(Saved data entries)
━━━

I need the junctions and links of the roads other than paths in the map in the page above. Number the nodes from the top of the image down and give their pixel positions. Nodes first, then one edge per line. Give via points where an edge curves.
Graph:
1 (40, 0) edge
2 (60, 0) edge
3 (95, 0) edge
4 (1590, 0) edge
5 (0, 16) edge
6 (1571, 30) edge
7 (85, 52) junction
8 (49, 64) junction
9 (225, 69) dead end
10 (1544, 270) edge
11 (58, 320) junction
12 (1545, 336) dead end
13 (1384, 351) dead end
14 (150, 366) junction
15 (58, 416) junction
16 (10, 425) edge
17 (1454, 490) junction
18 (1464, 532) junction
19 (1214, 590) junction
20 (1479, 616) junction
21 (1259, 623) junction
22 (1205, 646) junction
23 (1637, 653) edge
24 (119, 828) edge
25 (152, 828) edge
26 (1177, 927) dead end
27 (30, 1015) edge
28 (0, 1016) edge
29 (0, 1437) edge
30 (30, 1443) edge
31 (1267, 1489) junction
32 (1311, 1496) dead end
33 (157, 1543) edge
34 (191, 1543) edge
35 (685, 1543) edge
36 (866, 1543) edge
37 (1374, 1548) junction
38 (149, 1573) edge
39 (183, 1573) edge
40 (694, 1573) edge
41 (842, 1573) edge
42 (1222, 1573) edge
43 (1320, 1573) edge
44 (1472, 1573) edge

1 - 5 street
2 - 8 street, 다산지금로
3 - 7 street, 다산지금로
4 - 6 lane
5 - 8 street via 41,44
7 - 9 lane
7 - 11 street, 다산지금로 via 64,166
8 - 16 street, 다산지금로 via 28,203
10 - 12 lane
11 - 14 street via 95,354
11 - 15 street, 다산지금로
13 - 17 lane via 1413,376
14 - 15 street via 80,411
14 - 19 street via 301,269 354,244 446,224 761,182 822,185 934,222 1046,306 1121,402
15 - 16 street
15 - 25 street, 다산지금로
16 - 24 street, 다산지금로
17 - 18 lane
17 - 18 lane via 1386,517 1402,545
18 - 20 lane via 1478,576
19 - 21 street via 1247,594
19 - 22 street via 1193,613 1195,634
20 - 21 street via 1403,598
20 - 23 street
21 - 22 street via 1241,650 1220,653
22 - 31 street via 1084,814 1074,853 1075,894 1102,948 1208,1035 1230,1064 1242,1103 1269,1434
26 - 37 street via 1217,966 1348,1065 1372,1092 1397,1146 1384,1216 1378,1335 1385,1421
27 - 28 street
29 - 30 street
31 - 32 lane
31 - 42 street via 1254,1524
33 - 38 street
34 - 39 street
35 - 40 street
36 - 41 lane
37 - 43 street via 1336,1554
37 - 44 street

━━━

Exercise brief:
Output each record above exactly, omitting nothing.

Problem solution:
I need the junctions and links of the roads other than paths in the map in the page above. Number the nodes from the top of the image down and give their pixel positions. Nodes first, then one edge per line. Give via points where an edge curves.
Graph:
1 (40, 0) edge
2 (60, 0) edge
3 (95, 0) edge
4 (1590, 0) edge
5 (0, 16) edge
6 (1571, 30) edge
7 (85, 52) junction
8 (49, 64) junction
9 (225, 69) dead end
10 (1544, 270) edge
11 (58, 320) junction
12 (1545, 336) dead end
13 (1384, 351) dead end
14 (150, 366) junction
15 (58, 416) junction
16 (10, 425) edge
17 (1454, 490) junction
18 (1464, 532) junction
19 (1214, 590) junction
20 (1479, 616) junction
21 (1259, 623) junction
22 (1205, 646) junction
23 (1637, 653) edge
24 (119, 828) edge
25 (152, 828) edge
26 (1177, 927) dead end
27 (30, 1015) edge
28 (0, 1016) edge
29 (0, 1437) edge
30 (30, 1443) edge
31 (1267, 1489) junction
32 (1311, 1496) dead end
33 (157, 1543) edge
34 (191, 1543) edge
35 (685, 1543) edge
36 (866, 1543) edge
37 (1374, 1548) junction
38 (149, 1573) edge
39 (183, 1573) edge
40 (694, 1573) edge
41 (842, 1573) edge
42 (1222, 1573) edge
43 (1320, 1573) edge
44 (1472, 1573) edge

1 - 5 street
2 - 8 street, 다산지금로
3 - 7 street, 다산지금로
4 - 6 lane
5 - 8 street via 41,44
7 - 9 lane
7 - 11 street, 다산지금로 via 64,166
8 - 16 street, 다산지금로 via 28,203
10 - 12 lane
11 - 14 street via 95,354
11 - 15 street, 다산지금로
13 - 17 lane via 1413,376
14 - 15 street via 80,411
14 - 19 street via 301,269 354,244 446,224 761,182 822,185 934,222 1046,306 1121,402
15 - 16 street
15 - 25 street, 다산지금로
16 - 24 street, 다산지금로
17 - 18 lane
17 - 18 lane via 1386,517 1402,545
18 - 20 lane via 1478,576
19 - 21 street via 1247,594
19 - 22 street via 1193,613 1195,634
20 - 21 street via 1403,598
20 - 23 street
21 - 22 street via 1241,650 1220,653
22 - 31 street via 1084,814 1074,853 1075,894 1102,948 1208,1035 1230,1064 1242,1103 1269,1434
26 - 37 street via 1217,966 1348,1065 1372,1092 1397,1146 1384,1216 1378,1335 1385,1421
27 - 28 street
29 - 30 street
31 - 32 lane
31 - 42 street via 1254,1524
33 - 38 street
34 - 39 street
35 - 40 street
36 - 41 lane
37 - 43 street via 1336,1554
37 - 44 street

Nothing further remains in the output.